Monday, Jun. 19, 1944
Hump-Happiness
Last year, at a jungle base of the Air Transport Command far up in Assam province on the Burma border, a group of soldiers whipped together a vaudeville show. It was named from a form of war neurosis peculiar to the region where the hazards of flying the Hump are in every man's mind--Hump-Happy. Last week Hump-Happy was on tour. From its purely local start, it had humped through hundreds of performances on the jungle circuit. From Burma's border to the African Gold Coast it is the Army's No. 1 entertainment item.
When Hump-Happy was first tried out, men came out of the fever-ridden jungles to see it. Hump-Happy's hairy-chested girls and hairy-chested jokes hit them just right. Within a few weeks Hump-Happy went on tour, has been on the move ever since.
Bamboo Music Hall. Major Clark Robinson organized the show in Assam while constructing a crude movie theater known as the Bamboo Music Hall. Robinson, a former New York scenic designer (Radio City Music Hall, the Roxy Theater), got the help of Private Al Roth as stage man- ager, gathered talent as he could find it. Props were made from whatever came handy.

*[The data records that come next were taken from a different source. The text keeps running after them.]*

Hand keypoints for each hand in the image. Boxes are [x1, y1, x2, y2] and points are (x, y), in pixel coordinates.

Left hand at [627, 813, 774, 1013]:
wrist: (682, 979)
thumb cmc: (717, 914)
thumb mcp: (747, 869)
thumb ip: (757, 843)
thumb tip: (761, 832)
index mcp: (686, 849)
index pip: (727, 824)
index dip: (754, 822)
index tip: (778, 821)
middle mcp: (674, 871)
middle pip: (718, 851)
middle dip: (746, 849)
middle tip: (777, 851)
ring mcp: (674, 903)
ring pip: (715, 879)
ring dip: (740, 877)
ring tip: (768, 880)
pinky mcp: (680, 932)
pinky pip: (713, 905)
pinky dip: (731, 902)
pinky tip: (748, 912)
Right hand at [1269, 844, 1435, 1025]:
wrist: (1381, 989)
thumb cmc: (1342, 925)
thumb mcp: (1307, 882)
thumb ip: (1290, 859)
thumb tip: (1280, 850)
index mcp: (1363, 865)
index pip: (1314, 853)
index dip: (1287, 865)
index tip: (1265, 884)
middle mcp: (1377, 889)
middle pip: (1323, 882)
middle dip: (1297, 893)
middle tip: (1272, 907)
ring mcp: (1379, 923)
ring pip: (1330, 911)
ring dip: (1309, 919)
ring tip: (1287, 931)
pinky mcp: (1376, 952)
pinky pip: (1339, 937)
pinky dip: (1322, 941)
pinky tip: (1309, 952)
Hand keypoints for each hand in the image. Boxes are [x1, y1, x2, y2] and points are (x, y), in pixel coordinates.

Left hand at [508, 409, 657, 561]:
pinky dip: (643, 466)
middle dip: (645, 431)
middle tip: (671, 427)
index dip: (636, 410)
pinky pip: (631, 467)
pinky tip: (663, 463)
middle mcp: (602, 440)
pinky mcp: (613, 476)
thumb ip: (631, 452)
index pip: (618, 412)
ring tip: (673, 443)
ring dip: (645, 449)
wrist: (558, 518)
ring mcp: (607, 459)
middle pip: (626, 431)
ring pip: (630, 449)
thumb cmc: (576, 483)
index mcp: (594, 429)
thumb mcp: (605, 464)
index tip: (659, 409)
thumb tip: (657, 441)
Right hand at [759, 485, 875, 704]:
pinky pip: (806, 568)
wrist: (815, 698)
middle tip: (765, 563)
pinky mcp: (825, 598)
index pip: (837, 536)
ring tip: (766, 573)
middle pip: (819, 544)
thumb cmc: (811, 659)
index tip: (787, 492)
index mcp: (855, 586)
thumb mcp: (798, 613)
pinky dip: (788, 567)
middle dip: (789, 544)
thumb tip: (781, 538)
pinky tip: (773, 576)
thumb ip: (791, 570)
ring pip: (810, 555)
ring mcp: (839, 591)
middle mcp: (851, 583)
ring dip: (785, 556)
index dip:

The show is as simple as K rations, as nostalgic as its cowboy songs, as lusty as a. G.I. bull session. (Chesty brunette to castaway sailor: "I'm going to give you something you haven't had for a loong time." Sailor: "You mean--there's a bottle of ice-cold beer on this island?") On the Road. At one bomber base a number of planes had just been lost when the show arrived. "The girls--Red Cross girls and nurses--came into the theater crying, and some of the fellows were drunk. But when we got through they were laughing, and we heard that they laughed for weeks afterward."
The show had its own casualties. Last December Major Robinson was killed in a plane accident while flying over the Hump. "It was bad. . . . We felt we just couldn't play--how could we be funny, and laugh, on the same field where the Major had died? . . . That was our first baptism of 'the show must go on' routine." After the death of Major Robinson, the new C.O. was Lieut. Jack Yule, a former professional actor (in Hump-Happy, he works the spotlight).
The first road show was arranged for by a general who assigned the actors to two weeks' detached duty. The time was extended again & again. The show is not officially recognized and the men have no travel orders. But because others want to see them, the Air Transport Command flies them in to the lonely places. They prefer playing such places because they lived at one themselves, and they know how it is.